University of Rochester

Redrawing the Map of Europe Puts Poland in the European Union Visiting Professor at Rochester Leads Continuing Economic Reforms

December 24, 2002

The Polish economist who was a key architect of that country's reforms in the mid-1990s is again directing economic policies as Poland prepares to join the European Union. The recent announcement that 10 new members will enter the union places Poland among 25 countries in the expanding European collaboration.

Grzegorz W. Kolodko, Poland's first deputy premier and minister of finance, began teaching political science and economics courses at the University of Rochester in 1999. His role in shaping Poland's transition from socialism to the free market gave students an insider's view of the dramatic changes in central and eastern Europe in the last dozen years. In 2000, Kolodko was named the John C. Evans Visiting Professor in Polish and European Studies.

Under Kolodko and Prime Minister Leszek Miller, Poland is now working to grow its economy, reduce unemployment, and help restructure troubled companies. When Kolodko held the same post from 1994 to 1997, Poland experienced sustained economic growth. Income increased by 28 percent, inflation fell 25 points, and unemployment dropped seven points to a post-transition low.

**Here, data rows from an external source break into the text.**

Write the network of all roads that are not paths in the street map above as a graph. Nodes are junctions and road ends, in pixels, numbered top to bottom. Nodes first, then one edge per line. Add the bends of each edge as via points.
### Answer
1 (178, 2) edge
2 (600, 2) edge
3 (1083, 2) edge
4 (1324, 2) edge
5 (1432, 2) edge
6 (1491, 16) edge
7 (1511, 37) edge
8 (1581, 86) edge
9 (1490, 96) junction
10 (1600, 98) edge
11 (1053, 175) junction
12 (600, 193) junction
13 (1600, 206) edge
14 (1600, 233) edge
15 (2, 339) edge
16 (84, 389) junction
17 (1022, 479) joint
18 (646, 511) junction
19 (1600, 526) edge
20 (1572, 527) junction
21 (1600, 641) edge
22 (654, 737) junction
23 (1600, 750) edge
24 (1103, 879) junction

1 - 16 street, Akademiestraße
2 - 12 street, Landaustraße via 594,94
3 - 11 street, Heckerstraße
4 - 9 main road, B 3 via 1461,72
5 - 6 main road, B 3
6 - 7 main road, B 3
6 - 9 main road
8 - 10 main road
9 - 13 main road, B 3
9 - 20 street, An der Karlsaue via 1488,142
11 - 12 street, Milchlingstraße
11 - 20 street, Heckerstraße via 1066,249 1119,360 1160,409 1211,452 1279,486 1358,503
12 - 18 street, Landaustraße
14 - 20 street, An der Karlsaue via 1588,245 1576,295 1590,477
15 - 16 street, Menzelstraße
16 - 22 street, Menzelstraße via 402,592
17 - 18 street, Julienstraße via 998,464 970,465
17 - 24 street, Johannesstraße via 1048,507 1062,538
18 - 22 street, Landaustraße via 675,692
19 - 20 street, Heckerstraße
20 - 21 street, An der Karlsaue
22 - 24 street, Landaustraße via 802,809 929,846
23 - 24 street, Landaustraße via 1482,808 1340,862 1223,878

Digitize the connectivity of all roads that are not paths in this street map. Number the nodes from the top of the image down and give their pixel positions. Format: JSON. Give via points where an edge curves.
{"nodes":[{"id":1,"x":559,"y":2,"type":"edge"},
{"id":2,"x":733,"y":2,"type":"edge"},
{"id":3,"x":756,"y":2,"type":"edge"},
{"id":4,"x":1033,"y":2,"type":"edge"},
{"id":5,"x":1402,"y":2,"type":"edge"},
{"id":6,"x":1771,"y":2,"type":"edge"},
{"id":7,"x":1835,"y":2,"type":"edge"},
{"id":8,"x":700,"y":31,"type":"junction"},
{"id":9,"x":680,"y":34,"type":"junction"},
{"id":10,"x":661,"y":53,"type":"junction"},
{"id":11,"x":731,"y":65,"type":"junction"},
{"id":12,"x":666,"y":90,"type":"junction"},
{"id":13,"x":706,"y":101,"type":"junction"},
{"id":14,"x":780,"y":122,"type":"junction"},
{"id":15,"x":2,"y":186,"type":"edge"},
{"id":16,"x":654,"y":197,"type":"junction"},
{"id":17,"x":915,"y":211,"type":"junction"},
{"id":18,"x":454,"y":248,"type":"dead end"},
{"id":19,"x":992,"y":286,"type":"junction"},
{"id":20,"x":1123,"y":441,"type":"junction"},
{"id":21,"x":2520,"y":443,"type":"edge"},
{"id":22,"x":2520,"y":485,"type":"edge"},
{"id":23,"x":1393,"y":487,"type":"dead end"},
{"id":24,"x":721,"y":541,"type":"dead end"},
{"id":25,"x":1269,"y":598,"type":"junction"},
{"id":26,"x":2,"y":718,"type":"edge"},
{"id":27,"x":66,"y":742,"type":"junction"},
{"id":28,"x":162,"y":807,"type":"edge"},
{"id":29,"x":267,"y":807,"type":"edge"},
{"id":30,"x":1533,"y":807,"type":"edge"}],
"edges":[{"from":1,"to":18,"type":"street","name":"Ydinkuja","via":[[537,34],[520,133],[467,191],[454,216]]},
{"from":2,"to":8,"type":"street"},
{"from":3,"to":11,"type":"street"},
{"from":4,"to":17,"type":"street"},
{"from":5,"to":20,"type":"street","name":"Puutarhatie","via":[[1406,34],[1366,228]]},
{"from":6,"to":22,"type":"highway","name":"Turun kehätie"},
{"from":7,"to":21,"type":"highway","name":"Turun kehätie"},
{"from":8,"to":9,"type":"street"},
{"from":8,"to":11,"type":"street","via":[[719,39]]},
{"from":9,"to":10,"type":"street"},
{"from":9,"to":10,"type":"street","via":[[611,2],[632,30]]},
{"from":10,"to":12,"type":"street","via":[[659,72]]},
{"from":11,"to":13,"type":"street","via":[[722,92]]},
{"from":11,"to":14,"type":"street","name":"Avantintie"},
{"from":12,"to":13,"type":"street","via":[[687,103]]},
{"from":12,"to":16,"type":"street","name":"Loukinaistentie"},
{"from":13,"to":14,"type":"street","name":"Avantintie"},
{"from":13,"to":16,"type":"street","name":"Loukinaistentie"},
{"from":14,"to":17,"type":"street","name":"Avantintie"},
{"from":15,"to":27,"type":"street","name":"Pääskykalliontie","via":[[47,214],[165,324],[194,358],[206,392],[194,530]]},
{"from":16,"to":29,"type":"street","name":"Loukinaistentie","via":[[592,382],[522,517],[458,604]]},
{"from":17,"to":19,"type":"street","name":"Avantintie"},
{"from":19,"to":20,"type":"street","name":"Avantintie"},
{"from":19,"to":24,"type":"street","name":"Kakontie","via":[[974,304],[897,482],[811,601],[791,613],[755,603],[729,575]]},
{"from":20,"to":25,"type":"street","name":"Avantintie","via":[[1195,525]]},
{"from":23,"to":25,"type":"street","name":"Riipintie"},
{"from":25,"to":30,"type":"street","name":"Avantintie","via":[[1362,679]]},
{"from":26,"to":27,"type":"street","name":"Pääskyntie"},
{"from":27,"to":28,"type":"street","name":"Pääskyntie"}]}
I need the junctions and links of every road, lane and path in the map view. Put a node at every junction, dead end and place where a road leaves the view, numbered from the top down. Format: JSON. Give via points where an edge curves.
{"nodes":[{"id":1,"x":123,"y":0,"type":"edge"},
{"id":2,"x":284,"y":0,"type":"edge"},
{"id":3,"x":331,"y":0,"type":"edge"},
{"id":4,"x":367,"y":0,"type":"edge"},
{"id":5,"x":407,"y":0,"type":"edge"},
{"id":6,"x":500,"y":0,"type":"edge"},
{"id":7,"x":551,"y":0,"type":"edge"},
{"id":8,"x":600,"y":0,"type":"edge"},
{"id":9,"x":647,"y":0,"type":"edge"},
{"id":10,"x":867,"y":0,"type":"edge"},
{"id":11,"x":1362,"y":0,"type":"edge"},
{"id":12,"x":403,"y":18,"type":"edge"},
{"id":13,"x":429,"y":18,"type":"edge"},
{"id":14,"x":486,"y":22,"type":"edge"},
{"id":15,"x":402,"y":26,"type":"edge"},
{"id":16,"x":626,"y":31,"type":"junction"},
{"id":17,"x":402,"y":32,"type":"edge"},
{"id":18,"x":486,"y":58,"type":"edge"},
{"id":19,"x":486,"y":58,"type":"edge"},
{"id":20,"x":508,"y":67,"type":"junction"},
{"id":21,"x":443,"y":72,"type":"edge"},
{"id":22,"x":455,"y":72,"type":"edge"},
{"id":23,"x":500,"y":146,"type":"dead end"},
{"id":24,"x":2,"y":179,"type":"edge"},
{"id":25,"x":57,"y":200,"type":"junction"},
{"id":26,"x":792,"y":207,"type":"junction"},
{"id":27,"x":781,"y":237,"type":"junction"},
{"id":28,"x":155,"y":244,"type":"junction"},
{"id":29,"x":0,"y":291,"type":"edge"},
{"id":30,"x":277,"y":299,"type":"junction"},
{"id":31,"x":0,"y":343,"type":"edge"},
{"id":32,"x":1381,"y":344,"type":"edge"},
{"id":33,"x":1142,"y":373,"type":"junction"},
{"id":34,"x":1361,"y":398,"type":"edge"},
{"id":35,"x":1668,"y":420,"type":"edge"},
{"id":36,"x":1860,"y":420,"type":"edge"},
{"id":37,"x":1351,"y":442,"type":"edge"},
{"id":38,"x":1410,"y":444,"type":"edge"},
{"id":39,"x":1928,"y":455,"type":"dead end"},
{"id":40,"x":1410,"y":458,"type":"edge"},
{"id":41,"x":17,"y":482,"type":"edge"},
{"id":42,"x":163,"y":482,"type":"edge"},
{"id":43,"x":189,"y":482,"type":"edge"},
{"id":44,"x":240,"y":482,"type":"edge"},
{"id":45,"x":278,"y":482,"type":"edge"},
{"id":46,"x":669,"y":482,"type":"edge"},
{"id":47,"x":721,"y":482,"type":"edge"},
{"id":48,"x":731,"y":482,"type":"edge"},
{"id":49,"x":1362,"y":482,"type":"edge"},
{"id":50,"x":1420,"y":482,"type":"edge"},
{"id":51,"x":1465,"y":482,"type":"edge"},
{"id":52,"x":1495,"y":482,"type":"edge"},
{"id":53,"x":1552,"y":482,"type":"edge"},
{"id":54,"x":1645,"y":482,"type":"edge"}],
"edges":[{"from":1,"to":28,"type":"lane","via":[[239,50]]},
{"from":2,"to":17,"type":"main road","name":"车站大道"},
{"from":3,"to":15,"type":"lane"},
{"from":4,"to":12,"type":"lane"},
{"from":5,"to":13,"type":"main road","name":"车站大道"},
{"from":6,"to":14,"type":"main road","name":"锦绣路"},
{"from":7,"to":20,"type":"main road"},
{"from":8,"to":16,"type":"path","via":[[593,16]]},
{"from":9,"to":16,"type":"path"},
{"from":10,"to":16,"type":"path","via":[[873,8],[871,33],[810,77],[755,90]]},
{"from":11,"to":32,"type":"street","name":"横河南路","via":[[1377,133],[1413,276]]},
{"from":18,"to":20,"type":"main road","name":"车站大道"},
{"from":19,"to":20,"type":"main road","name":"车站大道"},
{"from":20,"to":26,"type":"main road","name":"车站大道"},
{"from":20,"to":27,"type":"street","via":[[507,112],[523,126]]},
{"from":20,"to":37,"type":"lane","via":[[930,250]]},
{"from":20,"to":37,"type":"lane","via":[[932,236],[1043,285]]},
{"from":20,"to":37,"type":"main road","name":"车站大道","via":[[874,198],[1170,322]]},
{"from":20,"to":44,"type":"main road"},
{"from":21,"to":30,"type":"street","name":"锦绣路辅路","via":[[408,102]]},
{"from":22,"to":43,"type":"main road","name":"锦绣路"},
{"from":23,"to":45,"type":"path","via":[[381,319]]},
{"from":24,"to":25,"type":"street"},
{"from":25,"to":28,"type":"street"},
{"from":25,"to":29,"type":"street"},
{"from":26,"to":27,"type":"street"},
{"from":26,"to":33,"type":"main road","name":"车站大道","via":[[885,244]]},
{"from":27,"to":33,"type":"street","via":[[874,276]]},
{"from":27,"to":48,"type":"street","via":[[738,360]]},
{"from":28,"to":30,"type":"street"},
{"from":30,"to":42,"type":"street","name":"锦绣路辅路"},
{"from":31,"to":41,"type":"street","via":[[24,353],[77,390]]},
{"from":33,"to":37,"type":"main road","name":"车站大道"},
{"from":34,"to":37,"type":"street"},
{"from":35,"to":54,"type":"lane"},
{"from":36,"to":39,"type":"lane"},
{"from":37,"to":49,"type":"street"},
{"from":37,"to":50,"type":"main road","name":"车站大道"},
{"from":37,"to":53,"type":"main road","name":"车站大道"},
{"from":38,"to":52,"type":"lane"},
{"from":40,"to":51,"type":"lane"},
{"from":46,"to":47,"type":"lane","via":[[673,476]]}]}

"The most important target of my policies now is to bring Poland back to the path of fast growth," the finance minister has said. But the role of finance minister in Poland "is a difficult task at the best of times," wrote Italian economist D. Mario Nuti recently. "In European Union candidate countries today, the challenges for a minister of finance are even more daunting in view of EU strictures and the fiscal shock" placed on public finances, said Nuti in Rzeczpospolita (Republic), Warsaw's main newspaper.

At Rochester, Kolodko taught in the Skalny Center for Polish and Central European Studies and the Department of Political Science. He also traveled widely and wrote articles for Polish and Polish-American journals about economic issues.

In this expansion of the European Union, Poland stands as the largest country. Almost half of the 75 million more people to be added to the union live in Poland. Others invited to join at the same time are the Czech Republic; Hungary; Slovakia; Lithuania; Latvia; Estonia; Slovenia; Cyprus; and Malta.

Each country must hold a public referendum on joining, but opinion polls indicate that support is strong in all 10 countries. This explosion of Europe's boundaries is seen as an historic move, which will become official in May 2004.

In his years away from government service, Kolodko taught at universities and advised European governments and international organizations on monetary issues. He also is director of TIGER (Transformation, Integration and Globalization Economic Research), a center that pursues efficiency and economic equity for post-socialist countries in transition.

Kolodko, who has a doctorate from the Warsaw School of Economics, was appointed first deputy premier and minister of finance for the second time in July. He is the author of a number of books, including Post-Communist Transition: The Thorny Road (University of Rochester Press, 2000); From Shock to Therapy: The Political Economy of Postsocialist Transformations (Oxford University Press, 2000); and Globalization and Catching-Up in Transition Economies (University of Rochester Press, 2002).